ようやく家の近くまで来て、俺はアーチャーに言う。
「ここまででいい。」
アーチャーは、霊体化したままで答える
『ほう?護衛はいらないと。』
「そんなに殺気だった護衛がいるか。」
すると、アーチャーは実体化して来る。
「見直したよ。殺気を感じ取れる程には、心得があるらしい。」
「馬鹿にするな、これでも魔術師だ。お前がやる気なら、相手になるぞ。」
「たわけた事を。血の匂いがしない魔術師など半人前だ。」
「俺からは、血の匂いがしないって言うのか?」
「無論だ。少しは凛を見習うがいい。アレもいささか甘すぎるきらいはあるが、手を下す時には容赦はすまい。」
確かに……それは、今日身をもって体験した。
「お前も、聖杯が欲しいのか?」
俺は、何故かそのような質問をしていた。
「ああ、人間の望みを叶えるという悪質な宝箱か……興味は無いな。私の望みは、そんな物では叶えられまい。」
「何だって?」
聖杯がいらない?サーヴァントは、聖杯を欲するから魔術師の召還に応じるんじゃなかったのか?

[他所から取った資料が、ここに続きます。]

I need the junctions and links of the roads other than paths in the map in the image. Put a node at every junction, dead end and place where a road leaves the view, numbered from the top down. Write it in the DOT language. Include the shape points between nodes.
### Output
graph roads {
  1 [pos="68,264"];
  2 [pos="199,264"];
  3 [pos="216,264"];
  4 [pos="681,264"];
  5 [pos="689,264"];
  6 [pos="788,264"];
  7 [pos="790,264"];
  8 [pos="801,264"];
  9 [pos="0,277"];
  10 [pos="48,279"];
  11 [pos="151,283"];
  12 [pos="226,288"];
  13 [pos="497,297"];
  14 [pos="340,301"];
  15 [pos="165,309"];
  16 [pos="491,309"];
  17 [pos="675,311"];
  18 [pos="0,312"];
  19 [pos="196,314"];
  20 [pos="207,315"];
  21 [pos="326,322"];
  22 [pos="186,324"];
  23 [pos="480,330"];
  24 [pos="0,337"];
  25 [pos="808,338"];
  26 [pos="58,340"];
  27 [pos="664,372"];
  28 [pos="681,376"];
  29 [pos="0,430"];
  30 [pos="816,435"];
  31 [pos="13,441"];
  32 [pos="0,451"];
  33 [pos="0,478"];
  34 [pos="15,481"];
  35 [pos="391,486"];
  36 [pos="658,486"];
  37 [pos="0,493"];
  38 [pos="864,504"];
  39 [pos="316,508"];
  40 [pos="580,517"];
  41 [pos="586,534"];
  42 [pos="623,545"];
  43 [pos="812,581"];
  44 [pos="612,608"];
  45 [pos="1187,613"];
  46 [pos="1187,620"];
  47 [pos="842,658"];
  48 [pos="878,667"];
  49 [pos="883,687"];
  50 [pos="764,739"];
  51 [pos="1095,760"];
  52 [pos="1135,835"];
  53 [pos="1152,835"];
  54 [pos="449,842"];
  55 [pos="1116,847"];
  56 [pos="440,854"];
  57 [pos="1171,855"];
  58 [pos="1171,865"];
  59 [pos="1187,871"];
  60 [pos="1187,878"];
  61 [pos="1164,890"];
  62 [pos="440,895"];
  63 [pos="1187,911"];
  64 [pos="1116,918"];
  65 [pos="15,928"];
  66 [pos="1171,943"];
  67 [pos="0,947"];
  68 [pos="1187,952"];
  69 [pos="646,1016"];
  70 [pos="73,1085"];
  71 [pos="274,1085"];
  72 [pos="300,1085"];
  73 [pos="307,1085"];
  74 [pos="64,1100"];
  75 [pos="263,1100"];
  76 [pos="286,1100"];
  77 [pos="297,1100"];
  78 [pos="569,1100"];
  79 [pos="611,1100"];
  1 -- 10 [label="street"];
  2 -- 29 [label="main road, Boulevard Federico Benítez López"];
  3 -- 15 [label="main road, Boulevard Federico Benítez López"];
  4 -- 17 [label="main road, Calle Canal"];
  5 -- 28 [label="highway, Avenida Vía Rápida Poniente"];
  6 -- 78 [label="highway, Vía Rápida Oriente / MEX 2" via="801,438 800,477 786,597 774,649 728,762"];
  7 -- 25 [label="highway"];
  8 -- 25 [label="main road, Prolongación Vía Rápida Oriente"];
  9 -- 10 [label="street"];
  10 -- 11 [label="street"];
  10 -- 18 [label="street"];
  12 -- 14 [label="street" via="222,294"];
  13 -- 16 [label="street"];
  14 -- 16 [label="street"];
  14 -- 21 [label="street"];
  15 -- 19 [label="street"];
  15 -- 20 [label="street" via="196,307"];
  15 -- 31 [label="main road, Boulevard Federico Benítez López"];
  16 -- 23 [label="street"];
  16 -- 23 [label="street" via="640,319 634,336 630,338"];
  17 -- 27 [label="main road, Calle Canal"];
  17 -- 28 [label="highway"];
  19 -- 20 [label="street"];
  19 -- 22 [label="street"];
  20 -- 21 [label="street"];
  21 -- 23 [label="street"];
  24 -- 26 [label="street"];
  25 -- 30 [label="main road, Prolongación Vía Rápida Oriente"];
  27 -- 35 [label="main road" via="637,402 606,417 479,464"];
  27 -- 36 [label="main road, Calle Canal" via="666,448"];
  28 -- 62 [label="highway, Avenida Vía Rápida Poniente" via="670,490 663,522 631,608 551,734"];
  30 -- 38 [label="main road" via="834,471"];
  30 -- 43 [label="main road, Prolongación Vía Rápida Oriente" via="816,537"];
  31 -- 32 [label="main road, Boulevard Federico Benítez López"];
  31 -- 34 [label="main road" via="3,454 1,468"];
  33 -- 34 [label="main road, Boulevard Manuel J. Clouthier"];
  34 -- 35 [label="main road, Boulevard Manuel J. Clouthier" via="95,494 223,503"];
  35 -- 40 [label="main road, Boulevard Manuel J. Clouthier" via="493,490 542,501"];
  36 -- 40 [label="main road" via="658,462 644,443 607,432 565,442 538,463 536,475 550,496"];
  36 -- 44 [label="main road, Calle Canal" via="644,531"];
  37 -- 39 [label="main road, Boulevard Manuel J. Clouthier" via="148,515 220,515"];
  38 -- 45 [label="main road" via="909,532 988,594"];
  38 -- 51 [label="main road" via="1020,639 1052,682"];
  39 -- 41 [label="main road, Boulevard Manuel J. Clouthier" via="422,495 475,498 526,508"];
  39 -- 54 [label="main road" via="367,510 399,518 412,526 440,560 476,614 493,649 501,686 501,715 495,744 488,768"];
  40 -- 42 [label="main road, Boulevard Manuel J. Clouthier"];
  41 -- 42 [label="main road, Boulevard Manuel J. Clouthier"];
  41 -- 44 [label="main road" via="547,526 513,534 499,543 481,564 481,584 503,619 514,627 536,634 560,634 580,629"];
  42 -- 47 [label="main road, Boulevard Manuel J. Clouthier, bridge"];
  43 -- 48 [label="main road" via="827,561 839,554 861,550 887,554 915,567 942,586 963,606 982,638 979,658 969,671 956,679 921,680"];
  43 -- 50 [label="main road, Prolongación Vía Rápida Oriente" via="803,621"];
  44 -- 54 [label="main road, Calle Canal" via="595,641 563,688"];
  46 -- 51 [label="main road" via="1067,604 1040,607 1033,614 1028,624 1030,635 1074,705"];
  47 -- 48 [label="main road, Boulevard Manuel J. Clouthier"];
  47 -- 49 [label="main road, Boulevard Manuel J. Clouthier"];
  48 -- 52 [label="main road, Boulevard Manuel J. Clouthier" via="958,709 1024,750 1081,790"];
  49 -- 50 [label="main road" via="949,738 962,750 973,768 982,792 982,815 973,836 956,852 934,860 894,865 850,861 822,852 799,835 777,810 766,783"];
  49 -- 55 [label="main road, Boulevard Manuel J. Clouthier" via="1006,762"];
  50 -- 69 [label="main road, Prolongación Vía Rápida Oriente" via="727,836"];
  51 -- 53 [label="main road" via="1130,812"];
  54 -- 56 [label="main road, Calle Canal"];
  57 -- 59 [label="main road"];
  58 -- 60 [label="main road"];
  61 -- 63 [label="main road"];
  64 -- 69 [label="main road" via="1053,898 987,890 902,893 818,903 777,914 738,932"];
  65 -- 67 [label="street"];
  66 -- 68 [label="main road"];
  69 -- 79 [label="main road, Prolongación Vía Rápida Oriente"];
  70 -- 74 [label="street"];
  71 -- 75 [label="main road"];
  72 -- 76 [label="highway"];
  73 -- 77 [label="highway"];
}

「お前は、サーヴァントが自らの意思で呼び出しに応じている、とでも思っているのだろうが、サーヴァントに自由意志など無い。英霊とは他者の意思により呼び出される者だ。不都合があった時に呼び出されて、その後始末をして消えるだけの掃除屋だ。それが英霊……守護者と呼ばれる都合のいい存在だ。なってしまったが最後、意志を剥奪され、永遠に人間のために働き続ける。」
「そんな筈は無い!セイバーもお前も、ちゃんと意思があるじゃないか!自分の意思とは無関係に呼び出されるにしても、こっちに出て来てからの選択肢はある!」
そうだ、その選択肢に、俺は殺されたのだから……
「誰が作った儀式だか知らんが、この戦いがよく出来ているのだ。英霊に形を与え、本体そのものとして使役するのだからな。サーヴァントという殻を与えられた英霊は、その時点で元の人間性を取り戻せる。かつての執念、かつての無念と共にな。それを晴らすために、サーヴァントは聖杯を求めるのだろうよ。」
「……何で、そこまでの物を、お前は要らないって言うんだ?生前叶えられなかった、願いが叶うんだろう。」
「単純な話だ。私には、叶えられない願いなど無かった。」
「え?」
「他の連中とは違う。私は、望みを叶えて死に、英霊となった。故に、叶えたい望みなど無いし、人としてここに留まる事にも興味は無い……」
そこまで言って、アーチャーは再び霊体化して去って行った。
しばらくそこに佇んで、アーチャーの言った事を考えていた。そして、ある矛盾に気付いた。
叶えたい望みなど無いだと?あいつは、確かに言った。
“私の望みは、そんな物では叶えられまい”
やつには望みがある。この聖杯戦争に参加する目的がある。しかし、聖杯は求めない。
どういう事だ……
考えても答えの出る筈も無く、俺はそのまま家に戻った。
夕食を終えた後、セイバーに遠坂と同盟を結んだ事を告げる。
その後、セイバーとの修行を行い、また土蔵に籠る。
今日一日の動きで分かるように、もはや俺の知っている聖杯戦争と展開が変わってしまっている。
ならば、いつまでも“自分ではサーヴァントと戦えない”などと言っていられない。真正面からは無理でも、相手の隙をつくくらいはできるようにならないと。
そのためには、一日でも早く自分の魔術回路を使いこなし、強力な武器を投影できるようにしなければ……
やっきになって鍛錬を続けた俺は、その日も疲れて土蔵で眠ってしまった。
二度目の聖杯戦争だから、展開が分かってスムーズに……とはいきません。
前とは違う展開に、士郎は戸惑うばかり。
この後も、どんどん知らない展開になっていきます。
それと同時に、士郎にも変化が生じていきます。